Он решительно сгреб со стола бумаги, принялся засовывать их в планшет.
— Правильно! — сказал конвоир-красноармеец, с радостью подскакивая к пленному. — Пулеметами их надо убеждать, а не словами.
И Красновский догадался, что именно эти слова нетерпеливый красноармеец произнес в тот раз, когда он не расслышал его злой реплики.
Пленный встал бледный, но все такой же бесстрастный.
— Вы пожалеете, если меня убьете, — сказал он.
— Я?! — Красновский вдруг нервно и зло расхохотался. И едва сдержался, чтобы не сказать, что, будь возможность, он бы не только его, но и всех до единого… Помедлил и глухим не своим голосом произнес дежурную фразу: — В Красной Армии пленных, даже таких, не расстреливают.
Снова помолчал, приходя в себя. Сколько ведь было разговоров на эту тему. Да и сами они, спецпропагандисты, не раз убеждались: немцы, а в особенности румыны, начинали задумываться о престижности войны, которую они ведут, обычно после того, как терпели поражение. Победный марш оглупляет, а поражение делает мудрым. Это все они знали, но такова уж была для них война. Пушка бьет сильнее пистолета, но на этом основании не отказываемся же мы от личного оружия. Потому что на фронте все важно, все нужно.
— Ничего не попишешь, — обращаясь к красноармейцу, повторил он ту же фразу. И рукой показал пленному на табурет: — Что вы вскочили? Садитесь. Нам еще обо многом надо поговорить…
XVI
— …Самые будничные факты из жизни Севастополя, доходя до фронта, приобретает огромную агитационную силу. В городе работают предприятия, открыты кинотеатры, школы. Люди верят в надежность обороны, в стойкость защитников Севастополя, и многие не хотят уезжать из родного города. Моряки говорят, что обратными рейсами они могли бы эвакуировать больше людей…
Так говорил старшему политруку Лезгинову начальник политотдела армии Бочаров. Они ехали на политотдельской «эмке» по совершенно свободной от обломков, чисто выметенной улице и оба, словно впервые, видели, как он преобразился, Севастополь, за последние две недели. Вражеские самолеты и в эти две недели нередко появлялись над городом, и взрывы бомб нередко рушили дома, но не было массированных бомбардировок, как в ноябре. И налаживался обычный городской быт, и никого уже не пугала близость фронта.
Машина обогнала медленно ехавший посередине дороги голубой трамвайчик. Бочаров тронул шофера за плечо, вышел и поднял руку. Трамвай остановился, из двери высунулась совсем молоденькая девчонка.
— Что вы хотите, товарищ военный?
— Хотим на трамвае проехаться. Можно?
Кондукторша обрадовалась так, словно всю жизнь только о том и мечтала, чтобы вот сейчас прокатить товарищей военных.
— Конечно!
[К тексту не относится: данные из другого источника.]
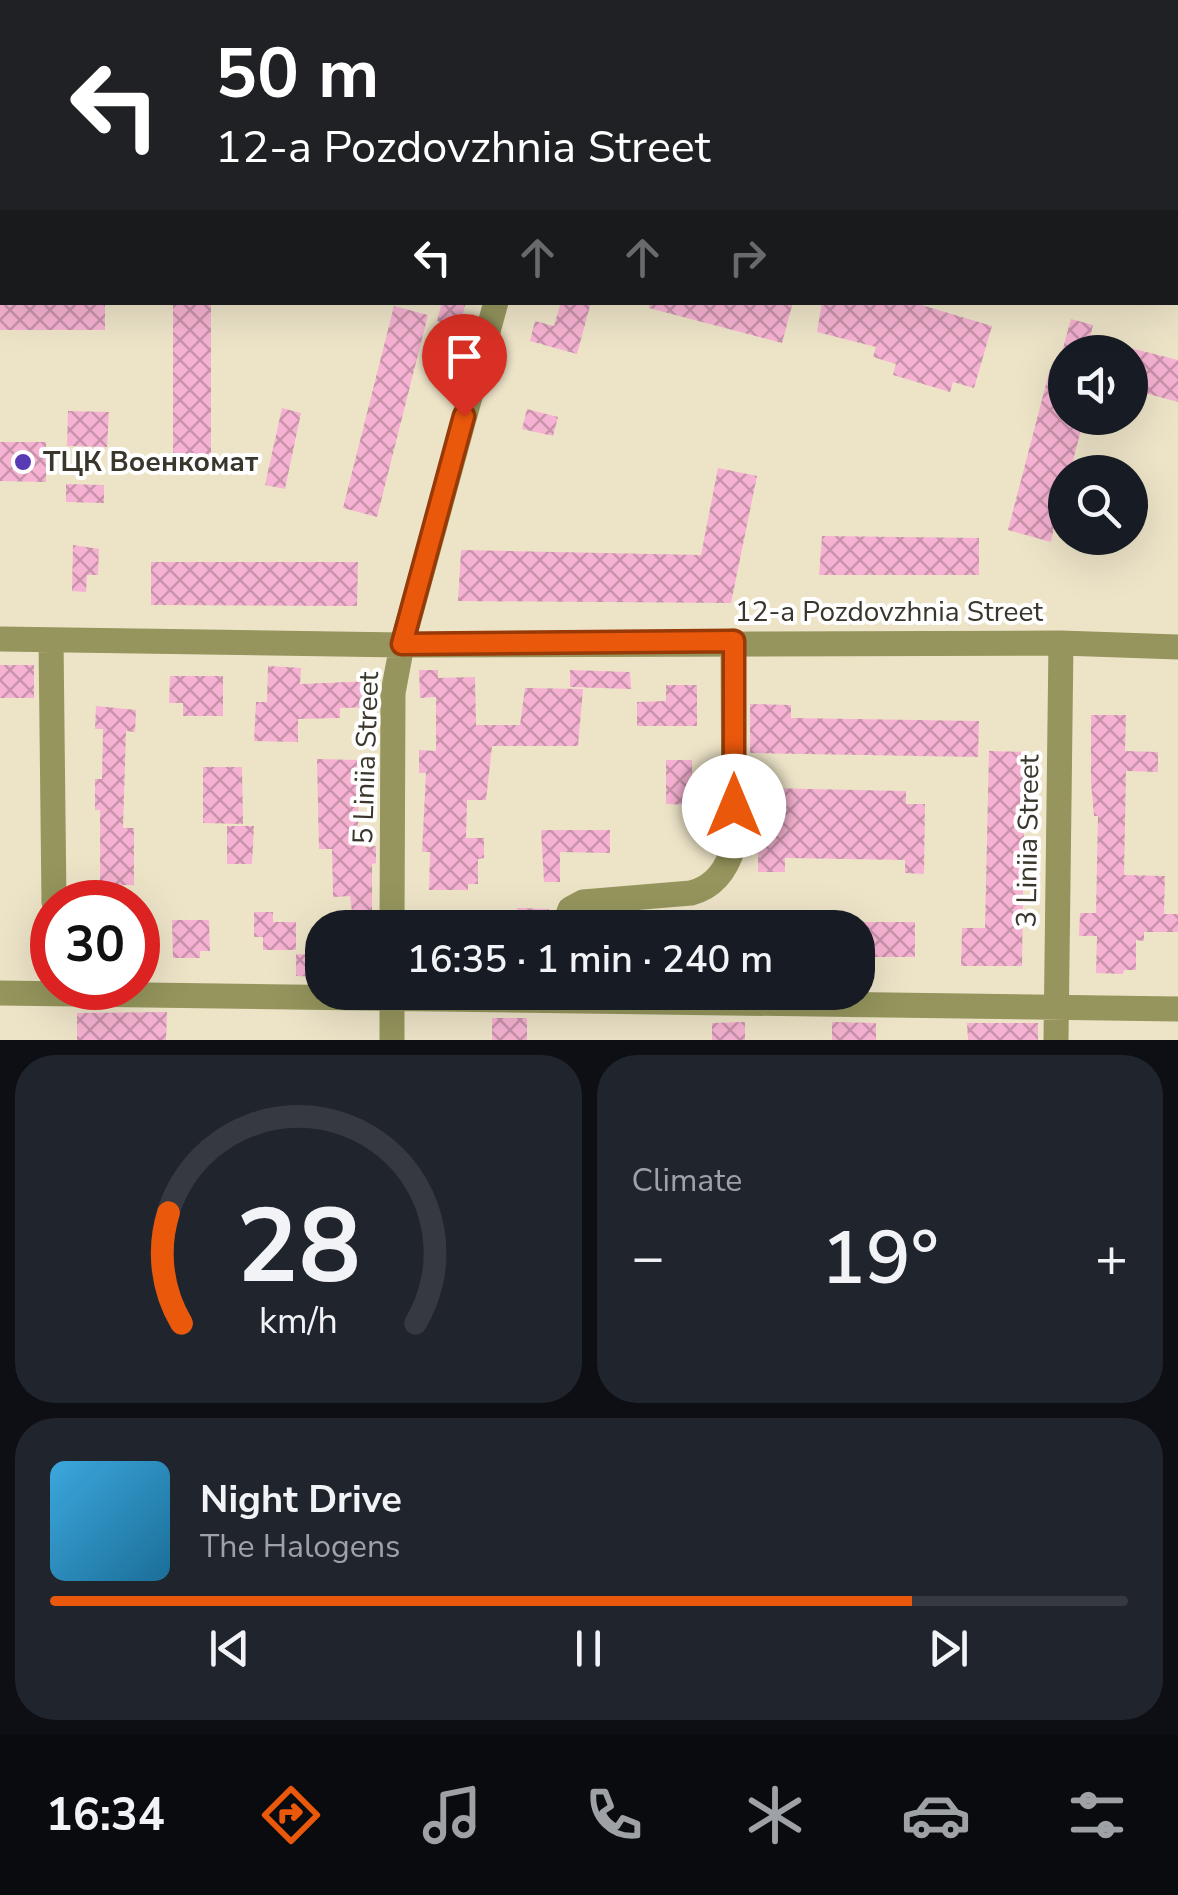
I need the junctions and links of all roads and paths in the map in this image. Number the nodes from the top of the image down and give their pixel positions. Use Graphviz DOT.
graph roads {
  1 [pos="495,305"];
  2 [pos="0,639"];
  3 [pos="51,640"];
  4 [pos="734,641"];
  5 [pos="1061,643"];
  6 [pos="402,644"];
  7 [pos="1178,647"];
  8 [pos="54,880"];
  9 [pos="392,910"];
  10 [pos="570,910"];
  11 [pos="30,991"];
  12 [pos="0,992"];
  13 [pos="160,993"];
  14 [pos="305,995"];
  15 [pos="875,1002"];
  16 [pos="1056,1006"];
  17 [pos="1178,1009"];
  18 [pos="392,1010"];
  19 [pos="392,1040"];
  20 [pos="1056,1040"];
  1 -- 6 [label="street, 5 Liniia Street"];
  2 -- 3 [label="street, 12-a Pozdovzhnia Street"];
  3 -- 6 [label="street, 12-a Pozdovzhnia Street"];
  3 -- 8 [label="street"];
  4 -- 5 [label="street, 12-a Pozdovzhnia Street"];
  4 -- 6 [label="street, 12-a Pozdovzhnia Street"];
  4 -- 10 [label="street"];
  5 -- 7 [label="street, 12-a Pozdovzhnia Street"];
  5 -- 16 [label="street, 3 Liniia Street"];
  6 -- 9 [label="street, 5 Liniia Street"];
  11 -- 12 [label="street"];
  13 -- 14 [label="street"];
  15 -- 16 [label="street"];
  16 -- 17 [label="street"];
  16 -- 20 [label="street, 3 Liniia Street"];
  18 -- 19 [label="street"];
}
Садитесь, пожалуйста.
Бочаров махнул шоферу, чтобы не отставал, прыгнул на подножку. И Лезгинов тоже ловко вскочил в трамвай на ходу и расцвел от удовольствия: видно, наловчился делать это в свое, не такое уж давнее для него время молодости.
В вагоне было всего несколько человек: две женщины с лопатами на длинных кривых ручках, красноармеец, сразу поднявшийся с места при виде большого начальника, старик лет семидесяти и мальчишка рядом с ним годов пятнадцати, не больше. Да еще какой-то мужчина неопределенного возраста, в запыленной одежде, крепко спал, откинув голову к стенке. Бочаров оглядывал пассажиров и улыбался. И пассажиры улыбались, понимая важность момента: неказист трамвайчик и коротка поездка, а на всю жизнь запомнится.
«Взять вот этих случайных людей. Что в них героического? — думал Бочаров. — А ведь и про них потомки скажут — герои. Просто быть в Севастополе в эти дни уже много значит. Кто очень хотел эвакуироваться, тот уехал. Остались те, кто не хотел уезжать или просто отмалчивался, не хлопотал об эвакуации…»
Вспомнился Бочарову разговор с первым секретарем Севастопольского горкома партии Борисовым и членом Военного совета армии Кузнецовым, вместе с которыми он недавно выезжал в четвертый сектор, к морякам 8-й бригады. Только перед тем радио сообщило о победе под Москвой, и настроение у всех было такое, что казалось, все трудное позади, что теперь немцы ни за что не решаться наступать. И радостно было от таких мыслей, и тревожно. И, как выяснилось, не только ему, начальнику политотдела. Кузнецов так прямо и выразился: «Боюсь, как бы радость не притупила бдительность. Очень мы способны к шапкозакидательству, чуть успех — и нам уже все нипочем…» Говорили об этом и с командиром 8-й бригады полковником Вильшанским, и с военкомом — бригадным комиссаром Ефименко. А в окопах вроде как отшучивались, дескать, смотрите не зазнавайтесь, немец еще силен и коварен. Резче говорить — язык не поворачивался. Слишком много было поражений, очень уж истосковались люди по примерам, усиливающим веру в победу. Можно ли омрачать эту веру, пусть благожелательным, но все же скепсисом?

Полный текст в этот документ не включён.